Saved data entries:
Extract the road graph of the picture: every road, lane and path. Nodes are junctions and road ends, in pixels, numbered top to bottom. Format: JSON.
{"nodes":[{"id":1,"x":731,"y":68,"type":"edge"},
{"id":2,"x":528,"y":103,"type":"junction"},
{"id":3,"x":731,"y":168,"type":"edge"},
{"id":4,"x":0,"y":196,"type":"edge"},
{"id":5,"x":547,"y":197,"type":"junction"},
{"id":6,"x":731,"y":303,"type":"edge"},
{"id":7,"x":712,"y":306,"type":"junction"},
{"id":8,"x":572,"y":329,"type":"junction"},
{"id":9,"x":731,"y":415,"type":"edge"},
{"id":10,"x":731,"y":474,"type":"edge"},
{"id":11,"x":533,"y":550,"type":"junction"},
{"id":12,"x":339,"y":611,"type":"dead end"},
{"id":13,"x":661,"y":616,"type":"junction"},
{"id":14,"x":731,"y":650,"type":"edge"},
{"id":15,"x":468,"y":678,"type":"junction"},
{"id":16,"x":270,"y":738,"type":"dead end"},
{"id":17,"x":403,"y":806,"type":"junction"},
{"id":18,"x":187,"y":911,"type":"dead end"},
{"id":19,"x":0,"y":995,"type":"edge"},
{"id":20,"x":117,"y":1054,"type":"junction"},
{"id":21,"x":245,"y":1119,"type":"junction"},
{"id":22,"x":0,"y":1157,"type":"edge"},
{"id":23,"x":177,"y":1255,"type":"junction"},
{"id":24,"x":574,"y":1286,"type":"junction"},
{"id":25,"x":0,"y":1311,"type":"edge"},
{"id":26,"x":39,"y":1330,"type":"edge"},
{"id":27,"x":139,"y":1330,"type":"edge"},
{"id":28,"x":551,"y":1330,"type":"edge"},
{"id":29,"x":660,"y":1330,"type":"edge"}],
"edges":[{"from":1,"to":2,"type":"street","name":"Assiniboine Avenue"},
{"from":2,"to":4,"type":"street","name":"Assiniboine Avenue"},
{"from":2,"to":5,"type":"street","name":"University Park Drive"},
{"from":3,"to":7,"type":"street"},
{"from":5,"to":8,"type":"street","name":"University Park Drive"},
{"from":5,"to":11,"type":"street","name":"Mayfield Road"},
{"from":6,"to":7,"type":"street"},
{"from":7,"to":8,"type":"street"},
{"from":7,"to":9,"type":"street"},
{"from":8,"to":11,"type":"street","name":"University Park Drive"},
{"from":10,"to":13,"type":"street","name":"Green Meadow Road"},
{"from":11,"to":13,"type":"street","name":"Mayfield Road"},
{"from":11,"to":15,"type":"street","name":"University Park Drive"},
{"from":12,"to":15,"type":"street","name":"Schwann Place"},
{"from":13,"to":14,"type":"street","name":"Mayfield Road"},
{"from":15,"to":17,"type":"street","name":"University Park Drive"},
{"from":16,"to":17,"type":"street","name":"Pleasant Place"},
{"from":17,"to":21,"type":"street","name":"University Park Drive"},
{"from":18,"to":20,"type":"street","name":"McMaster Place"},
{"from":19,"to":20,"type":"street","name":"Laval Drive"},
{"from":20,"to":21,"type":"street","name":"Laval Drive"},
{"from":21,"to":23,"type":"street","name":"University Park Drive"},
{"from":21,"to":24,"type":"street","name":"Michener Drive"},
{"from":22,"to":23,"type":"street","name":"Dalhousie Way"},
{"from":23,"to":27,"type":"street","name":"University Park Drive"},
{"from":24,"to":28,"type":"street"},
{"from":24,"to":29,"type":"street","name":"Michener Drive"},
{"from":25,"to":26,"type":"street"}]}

### ASSIGNMENT
Say how many lines in the records include the string "dead", giving the figure by itself.

### SOLUTION TO THE PROBLEM
3